Archive for September 2, 2014

Tuesday, September 2, 2014

“Use Cellular Data For” Switch Doesn’t Work

Apple:

You can also enable or disable cellular data for certain iOS apps and features from this setting.

Choose Settings > Cellular to view the cellular data usage for each app. Tap to turn off cellular data for an app.

Unfortunately, this feature seems to have stopped working with iOS 7.1.2. I went over my 200 MB bandwidth limit in both July and August—having never done so before. Apps such as OmniFocus and Overcast, which I’ve always set to not use cellular data, used tens of MB of data each month.

Omni seems to have received other reports of this problem and explained how I could turn off automatic syncing in OmniFocus. I think this helped, but the app has still used 5 MB of data in the last four days, when it shouldn’t have used any at all.

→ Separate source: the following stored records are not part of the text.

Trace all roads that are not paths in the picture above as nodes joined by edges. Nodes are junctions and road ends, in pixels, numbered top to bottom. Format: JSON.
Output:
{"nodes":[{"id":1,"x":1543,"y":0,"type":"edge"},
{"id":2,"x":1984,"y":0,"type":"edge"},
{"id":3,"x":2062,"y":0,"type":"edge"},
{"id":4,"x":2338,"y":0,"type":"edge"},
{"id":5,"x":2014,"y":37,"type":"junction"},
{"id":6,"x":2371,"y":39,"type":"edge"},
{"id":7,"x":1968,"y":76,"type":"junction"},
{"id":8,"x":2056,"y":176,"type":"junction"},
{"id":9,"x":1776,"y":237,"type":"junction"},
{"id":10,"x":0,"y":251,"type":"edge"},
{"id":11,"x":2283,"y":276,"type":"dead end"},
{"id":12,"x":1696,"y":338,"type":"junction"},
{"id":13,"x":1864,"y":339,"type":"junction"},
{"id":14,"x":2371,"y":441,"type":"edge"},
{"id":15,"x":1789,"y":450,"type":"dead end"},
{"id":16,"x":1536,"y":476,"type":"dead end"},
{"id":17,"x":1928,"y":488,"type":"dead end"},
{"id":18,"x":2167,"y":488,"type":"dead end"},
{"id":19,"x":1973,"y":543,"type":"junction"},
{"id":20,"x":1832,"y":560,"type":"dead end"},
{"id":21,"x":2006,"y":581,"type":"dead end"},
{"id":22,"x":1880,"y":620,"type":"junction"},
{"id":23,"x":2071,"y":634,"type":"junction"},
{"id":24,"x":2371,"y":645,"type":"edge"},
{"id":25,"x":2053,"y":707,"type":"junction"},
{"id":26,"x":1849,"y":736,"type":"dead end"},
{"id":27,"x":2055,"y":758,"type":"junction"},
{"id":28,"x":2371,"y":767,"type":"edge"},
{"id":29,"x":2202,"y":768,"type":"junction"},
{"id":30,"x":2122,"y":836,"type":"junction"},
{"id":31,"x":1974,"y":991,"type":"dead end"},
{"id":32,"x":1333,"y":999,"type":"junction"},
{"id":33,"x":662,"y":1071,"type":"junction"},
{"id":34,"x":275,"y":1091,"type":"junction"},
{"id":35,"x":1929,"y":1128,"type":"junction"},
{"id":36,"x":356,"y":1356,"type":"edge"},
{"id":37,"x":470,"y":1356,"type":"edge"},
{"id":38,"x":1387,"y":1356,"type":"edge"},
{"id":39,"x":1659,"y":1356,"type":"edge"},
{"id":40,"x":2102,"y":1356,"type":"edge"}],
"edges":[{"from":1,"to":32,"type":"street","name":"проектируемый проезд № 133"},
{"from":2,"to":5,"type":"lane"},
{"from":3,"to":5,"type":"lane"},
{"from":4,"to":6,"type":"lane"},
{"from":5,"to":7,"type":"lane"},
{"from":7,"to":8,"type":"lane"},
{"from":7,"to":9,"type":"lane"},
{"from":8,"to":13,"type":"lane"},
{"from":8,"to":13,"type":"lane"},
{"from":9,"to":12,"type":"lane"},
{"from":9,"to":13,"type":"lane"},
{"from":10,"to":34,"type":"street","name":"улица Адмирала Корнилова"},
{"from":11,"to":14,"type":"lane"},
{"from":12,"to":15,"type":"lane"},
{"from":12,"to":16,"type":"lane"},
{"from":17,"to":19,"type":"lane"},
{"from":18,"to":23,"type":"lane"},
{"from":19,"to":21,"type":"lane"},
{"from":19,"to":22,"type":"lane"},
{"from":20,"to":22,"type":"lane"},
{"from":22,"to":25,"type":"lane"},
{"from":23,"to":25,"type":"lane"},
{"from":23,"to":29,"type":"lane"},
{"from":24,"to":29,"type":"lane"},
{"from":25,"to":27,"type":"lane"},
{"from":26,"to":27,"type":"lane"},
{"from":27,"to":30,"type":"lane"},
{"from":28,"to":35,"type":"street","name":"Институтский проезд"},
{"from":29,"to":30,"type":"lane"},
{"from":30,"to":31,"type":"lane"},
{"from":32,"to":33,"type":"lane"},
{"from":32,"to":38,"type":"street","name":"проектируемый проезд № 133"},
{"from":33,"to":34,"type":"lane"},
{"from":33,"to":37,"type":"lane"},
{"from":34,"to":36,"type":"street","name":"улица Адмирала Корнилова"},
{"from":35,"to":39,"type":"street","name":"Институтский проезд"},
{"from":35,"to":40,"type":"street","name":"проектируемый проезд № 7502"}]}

Update (2014-09-18): My initial impression is that iOS 8 fixes this bug, although it continually pops up alerts telling me that cellular data is turned off.

Announcing the Textbundle Format

Brett Terpstra:

The Textbundle format is very simple. A folder containing a plain text file, a JSON data file, and an assets sub-folder. An app, such as Ulysses, can write a Textbundle out and pass it to Marked, and all of the necessary components are automatically included. Images, additional text files, and any metadata needed are all there and safe from sandboxing restrictions.

Sandboxing is the primary motivation, and Textbundle solves the major issue of referencing external files in Markdown.

LaunchBar’s New Staging Area

Norbert Heger:

LaunchBar collects items that participate in a multiple selection in a so called staging area. You can add or remove (stage or unstage) items with a few keystrokes.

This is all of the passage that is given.